# Automatically renaming tvshows for processing by plex media server



## kenney (Feb 6, 2011)

Good Afternoon All,

I am using kmttg to automatically pull all recorded shows off of a TiVo Premier, and wanted to have a way to automatically rename the files for tv shows with something similiar to "tv show name - S01E01 - episode title.mpg" so that they could be brought into Plex media server for distribution through my house.

The biggest problem that I had was determining what the show actually was to rename it. I found a program called tvdb-renamer which does this by attempting to match the name to thetvdb.com's databases. This didnt completely work for me so I decided to write a program that would do if for me, and thought I would share it in case anyone is interested in doing the same.
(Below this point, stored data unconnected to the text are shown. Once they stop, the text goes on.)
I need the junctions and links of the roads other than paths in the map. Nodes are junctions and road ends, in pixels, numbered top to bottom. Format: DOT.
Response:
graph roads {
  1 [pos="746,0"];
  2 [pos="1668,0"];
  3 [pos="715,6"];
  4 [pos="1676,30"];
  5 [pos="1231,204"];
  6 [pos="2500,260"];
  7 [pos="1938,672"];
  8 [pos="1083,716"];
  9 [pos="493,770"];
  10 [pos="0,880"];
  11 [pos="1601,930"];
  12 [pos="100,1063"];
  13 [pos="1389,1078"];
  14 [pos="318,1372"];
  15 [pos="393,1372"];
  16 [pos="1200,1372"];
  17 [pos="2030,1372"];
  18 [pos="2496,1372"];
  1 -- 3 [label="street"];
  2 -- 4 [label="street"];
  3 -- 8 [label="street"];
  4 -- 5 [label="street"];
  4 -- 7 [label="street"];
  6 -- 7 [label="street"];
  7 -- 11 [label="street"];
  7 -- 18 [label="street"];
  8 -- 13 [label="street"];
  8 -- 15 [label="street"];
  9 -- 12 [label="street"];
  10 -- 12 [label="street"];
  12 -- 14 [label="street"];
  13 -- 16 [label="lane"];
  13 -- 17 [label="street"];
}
I use kmttg and plex media server on ubuntu, and have only tried my script on linux and mac. The only requirement is to install the levenshtien distance code from google (I used this to determine the "distance" between two strings as a way to best guess the correct title)

The script takes into account show name, air date, and episode title. It will output a filename similiar to tvdb-renamer unless told otherwise and uses the same basic inputs.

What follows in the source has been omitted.